Out in a remote place in the Tidbinbilla Nature Reserve there is a sophisticated tape recorder in a box always listening (and being checked once a week) for the unmistakable calls of a bird famous for its perfect mimicry. The Superb Lyrebird imitates everything from the songs of other birds to chainsaws to factory whistles to the smokers' coughs of ornithologists that are watching it.

Peter Fullagar of Chifley, a retired CSIRO scientist, is one of three ornithological "detectives" looking for signs of lyrebirds at Tidbinbilla after the fires of January 18. Systematic research done in the 1960s and including lots of recordings of lyrebirds' calls found the valley especially blessed with them. In a normal June and July with the males going about their displays and courtships (they build mounds and give most of their virtuoso performances while standing on them) the valley would be alive with the sound of male lyrebirds yodelling their strange, zany calls in which up to 90 per cent of the emissions are mimicry, mostly of other birds. This winter, though, those sorts of places, of course badly burned, are eerily quiet.

"Normally at this time of the year," Mr Fullagar says, "and with a well established population you'll find mounds everywhere and beginning in June and in Tidbinbilla typically you'd find lyrebird song all day long.
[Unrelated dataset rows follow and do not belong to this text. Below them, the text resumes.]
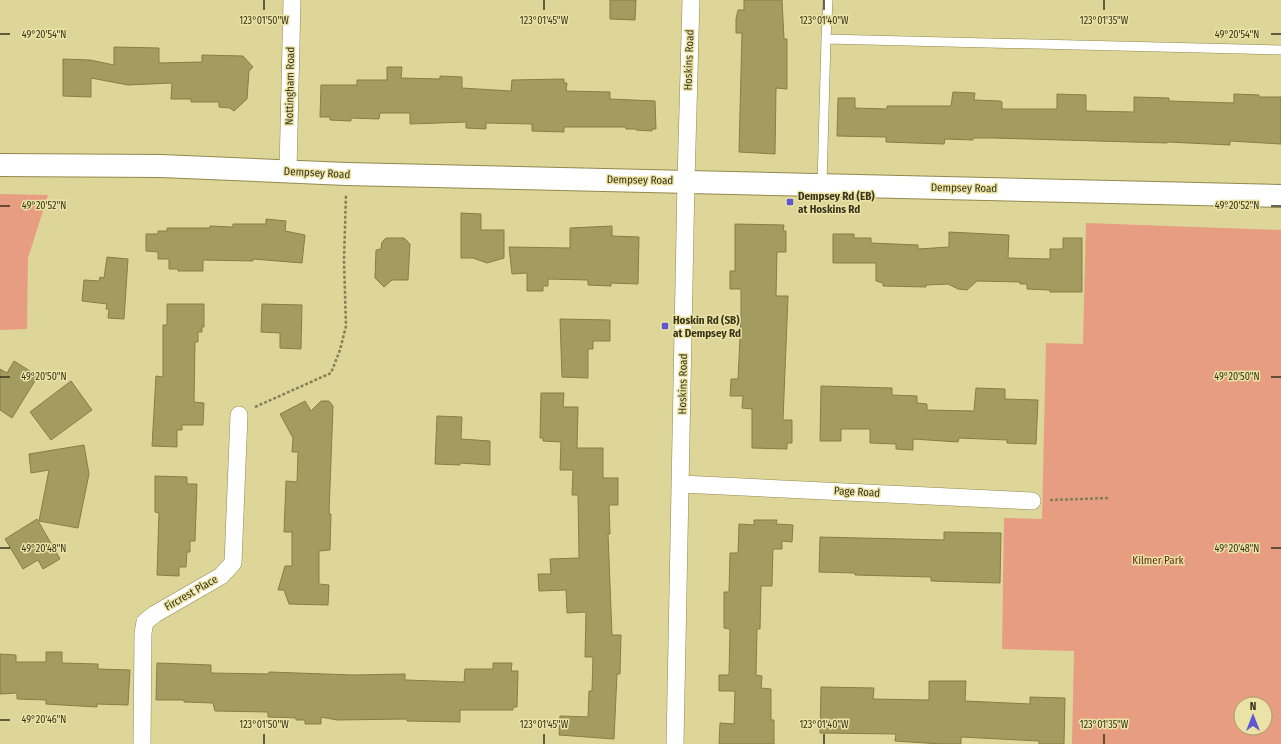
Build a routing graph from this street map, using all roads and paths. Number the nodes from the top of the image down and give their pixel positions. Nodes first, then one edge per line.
1 (292, 0) edge
2 (691, 0) edge
3 (828, 0) edge
4 (826, 39) junction
5 (1281, 50) edge
6 (0, 165) edge
7 (288, 171) junction
8 (346, 174) junction
9 (686, 181) junction
10 (822, 184) junction
11 (1281, 196) edge
12 (239, 415) joint
13 (681, 484) junction
14 (1109, 498) dead end
15 (1032, 501) joint
16 (142, 744) edge
17 (675, 744) edge

1 - 7 street, Nottingham Road
2 - 9 street, Hoskins Road
3 - 4 lane
4 - 5 lane
4 - 10 lane
6 - 7 street, Dempsey Road
7 - 8 street, Dempsey Road
8 - 9 street, Dempsey Road
8 - 12 path
9 - 10 street, Dempsey Road
9 - 13 street, Hoskins Road
10 - 11 street, Dempsey Road
12 - 16 street, Fircrest Place
13 - 15 street, Page Road
13 - 17 street, Hoskins Road
14 - 15 path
They'd sing from first light in the morning till last light at night. But there's not a trace of lyrebird song at the moment."

But there are some lyrebirds there, occasionally seen by rangers.
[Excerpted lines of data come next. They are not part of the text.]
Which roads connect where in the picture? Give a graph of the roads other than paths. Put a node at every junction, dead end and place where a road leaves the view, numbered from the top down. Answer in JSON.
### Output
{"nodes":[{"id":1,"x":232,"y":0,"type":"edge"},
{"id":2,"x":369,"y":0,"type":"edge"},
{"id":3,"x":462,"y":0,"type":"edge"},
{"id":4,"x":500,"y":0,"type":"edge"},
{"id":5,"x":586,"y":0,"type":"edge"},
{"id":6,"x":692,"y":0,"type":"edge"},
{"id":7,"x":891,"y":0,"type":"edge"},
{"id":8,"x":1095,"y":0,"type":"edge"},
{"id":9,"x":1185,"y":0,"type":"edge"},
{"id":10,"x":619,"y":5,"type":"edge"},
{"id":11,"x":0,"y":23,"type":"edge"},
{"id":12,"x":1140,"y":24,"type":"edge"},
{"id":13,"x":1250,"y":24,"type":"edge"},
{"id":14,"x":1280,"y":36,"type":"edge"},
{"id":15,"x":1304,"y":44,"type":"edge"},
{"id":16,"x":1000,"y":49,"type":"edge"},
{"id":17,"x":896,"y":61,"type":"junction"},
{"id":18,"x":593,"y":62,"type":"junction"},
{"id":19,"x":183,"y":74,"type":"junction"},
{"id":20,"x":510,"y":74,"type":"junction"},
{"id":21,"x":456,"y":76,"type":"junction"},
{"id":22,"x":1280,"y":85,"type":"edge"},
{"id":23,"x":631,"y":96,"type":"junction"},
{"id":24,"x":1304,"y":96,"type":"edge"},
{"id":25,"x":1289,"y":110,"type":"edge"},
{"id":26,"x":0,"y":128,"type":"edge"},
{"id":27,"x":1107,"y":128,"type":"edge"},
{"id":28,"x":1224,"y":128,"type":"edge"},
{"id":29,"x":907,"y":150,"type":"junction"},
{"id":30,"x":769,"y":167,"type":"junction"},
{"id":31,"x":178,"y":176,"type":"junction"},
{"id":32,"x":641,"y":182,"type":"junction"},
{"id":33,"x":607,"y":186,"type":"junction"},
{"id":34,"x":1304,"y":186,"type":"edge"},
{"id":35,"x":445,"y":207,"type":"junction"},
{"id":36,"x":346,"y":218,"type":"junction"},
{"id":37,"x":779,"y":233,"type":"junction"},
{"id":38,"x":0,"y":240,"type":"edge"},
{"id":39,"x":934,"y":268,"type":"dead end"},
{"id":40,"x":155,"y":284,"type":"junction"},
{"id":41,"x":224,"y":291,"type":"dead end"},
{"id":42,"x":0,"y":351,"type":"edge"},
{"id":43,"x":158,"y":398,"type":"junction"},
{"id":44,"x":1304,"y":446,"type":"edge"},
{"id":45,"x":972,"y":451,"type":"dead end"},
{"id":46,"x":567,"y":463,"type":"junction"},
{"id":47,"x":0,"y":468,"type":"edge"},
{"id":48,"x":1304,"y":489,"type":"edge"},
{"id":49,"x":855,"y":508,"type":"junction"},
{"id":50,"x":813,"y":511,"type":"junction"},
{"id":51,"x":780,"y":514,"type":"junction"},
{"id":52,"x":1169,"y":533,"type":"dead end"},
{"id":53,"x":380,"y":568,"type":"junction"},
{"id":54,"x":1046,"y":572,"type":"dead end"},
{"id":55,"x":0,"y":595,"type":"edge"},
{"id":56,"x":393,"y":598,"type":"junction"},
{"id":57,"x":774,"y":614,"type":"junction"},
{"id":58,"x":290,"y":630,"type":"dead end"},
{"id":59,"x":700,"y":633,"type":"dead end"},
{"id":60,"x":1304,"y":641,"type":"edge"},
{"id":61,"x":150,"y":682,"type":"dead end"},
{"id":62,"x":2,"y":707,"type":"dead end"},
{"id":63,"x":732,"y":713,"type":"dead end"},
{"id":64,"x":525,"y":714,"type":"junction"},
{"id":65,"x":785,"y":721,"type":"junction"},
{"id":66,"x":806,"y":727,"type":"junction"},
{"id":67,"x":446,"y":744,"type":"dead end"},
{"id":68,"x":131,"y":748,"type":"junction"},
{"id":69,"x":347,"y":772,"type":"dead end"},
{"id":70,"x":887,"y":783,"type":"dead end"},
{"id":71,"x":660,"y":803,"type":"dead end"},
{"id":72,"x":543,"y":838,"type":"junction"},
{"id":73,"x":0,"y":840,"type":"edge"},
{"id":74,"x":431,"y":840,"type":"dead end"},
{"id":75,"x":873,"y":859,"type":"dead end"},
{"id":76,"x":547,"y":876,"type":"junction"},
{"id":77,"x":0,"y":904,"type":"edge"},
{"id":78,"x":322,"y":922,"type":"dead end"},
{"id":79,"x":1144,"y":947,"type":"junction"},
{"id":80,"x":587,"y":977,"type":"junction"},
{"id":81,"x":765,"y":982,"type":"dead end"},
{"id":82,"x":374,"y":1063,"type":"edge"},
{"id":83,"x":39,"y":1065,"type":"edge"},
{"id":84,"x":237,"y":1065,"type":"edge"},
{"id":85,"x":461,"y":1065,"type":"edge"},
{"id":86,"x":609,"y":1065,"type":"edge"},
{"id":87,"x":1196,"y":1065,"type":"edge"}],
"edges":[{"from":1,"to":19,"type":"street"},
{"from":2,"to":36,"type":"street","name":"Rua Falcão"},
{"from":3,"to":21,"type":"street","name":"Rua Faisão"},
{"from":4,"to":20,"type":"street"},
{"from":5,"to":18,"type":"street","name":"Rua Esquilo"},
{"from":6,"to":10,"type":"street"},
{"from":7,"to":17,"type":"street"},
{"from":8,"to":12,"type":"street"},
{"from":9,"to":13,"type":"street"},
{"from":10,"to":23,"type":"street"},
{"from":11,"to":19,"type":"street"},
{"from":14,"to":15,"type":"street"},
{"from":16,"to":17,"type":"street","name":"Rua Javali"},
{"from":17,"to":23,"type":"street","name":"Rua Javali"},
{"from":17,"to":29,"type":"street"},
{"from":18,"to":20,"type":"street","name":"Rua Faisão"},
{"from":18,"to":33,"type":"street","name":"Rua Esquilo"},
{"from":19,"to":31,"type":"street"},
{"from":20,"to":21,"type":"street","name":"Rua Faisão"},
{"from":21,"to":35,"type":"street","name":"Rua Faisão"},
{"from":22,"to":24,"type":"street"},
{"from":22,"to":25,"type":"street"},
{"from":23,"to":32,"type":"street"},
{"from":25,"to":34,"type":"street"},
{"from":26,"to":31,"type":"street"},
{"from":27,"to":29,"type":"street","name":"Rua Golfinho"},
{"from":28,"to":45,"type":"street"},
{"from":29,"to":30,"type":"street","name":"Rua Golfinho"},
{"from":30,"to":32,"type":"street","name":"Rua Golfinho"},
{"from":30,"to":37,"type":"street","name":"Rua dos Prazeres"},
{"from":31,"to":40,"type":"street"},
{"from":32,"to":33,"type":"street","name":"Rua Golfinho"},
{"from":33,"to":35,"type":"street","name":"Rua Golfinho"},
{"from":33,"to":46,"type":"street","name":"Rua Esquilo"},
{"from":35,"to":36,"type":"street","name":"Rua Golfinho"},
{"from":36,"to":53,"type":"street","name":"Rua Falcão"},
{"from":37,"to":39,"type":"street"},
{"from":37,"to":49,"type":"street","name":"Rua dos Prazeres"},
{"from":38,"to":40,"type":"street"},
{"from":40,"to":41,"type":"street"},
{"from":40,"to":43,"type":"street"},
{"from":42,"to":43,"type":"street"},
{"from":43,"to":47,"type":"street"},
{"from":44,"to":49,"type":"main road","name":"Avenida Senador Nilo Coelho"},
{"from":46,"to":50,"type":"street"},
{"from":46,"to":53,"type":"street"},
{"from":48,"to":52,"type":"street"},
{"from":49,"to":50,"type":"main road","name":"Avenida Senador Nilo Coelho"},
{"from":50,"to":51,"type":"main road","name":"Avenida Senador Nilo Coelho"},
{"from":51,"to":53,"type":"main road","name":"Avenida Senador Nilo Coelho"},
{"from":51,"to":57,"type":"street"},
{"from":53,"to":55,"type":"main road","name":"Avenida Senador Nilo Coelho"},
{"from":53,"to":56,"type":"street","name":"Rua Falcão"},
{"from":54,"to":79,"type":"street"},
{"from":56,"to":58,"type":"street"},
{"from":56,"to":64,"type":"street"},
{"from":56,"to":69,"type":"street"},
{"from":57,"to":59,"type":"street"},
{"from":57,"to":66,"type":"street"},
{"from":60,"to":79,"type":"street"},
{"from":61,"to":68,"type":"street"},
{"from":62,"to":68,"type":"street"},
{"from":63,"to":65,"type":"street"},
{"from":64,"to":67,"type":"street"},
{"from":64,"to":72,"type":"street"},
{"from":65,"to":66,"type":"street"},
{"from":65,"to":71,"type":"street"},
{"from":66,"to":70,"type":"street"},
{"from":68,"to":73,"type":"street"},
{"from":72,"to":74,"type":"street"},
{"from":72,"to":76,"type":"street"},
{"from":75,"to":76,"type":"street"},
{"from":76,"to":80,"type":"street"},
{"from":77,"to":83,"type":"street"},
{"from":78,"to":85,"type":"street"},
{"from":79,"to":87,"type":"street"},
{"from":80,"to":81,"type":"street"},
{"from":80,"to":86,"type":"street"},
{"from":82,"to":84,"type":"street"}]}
"Some lyrebirds may well be just simply working up and down various creeks just finding a living. Just surviving."

Mr Fullagar begins to feel sure that they're not going to hear any display and courtship calling this season because the lyrebirds are too preoccupied with sheer survival to have time for the busy foolishness of courtship and mating.

But this is what's making this season's investigations so crucial. In a project that could go on to last for 10 or more years this seasons deathly quiet beginning, a kind of clean slate, will help the measurement of how, nature permitting, the valley's lyrebirds slowly (lyrebirds are very long lived and they only lay one egg a year) rebuild their numbers.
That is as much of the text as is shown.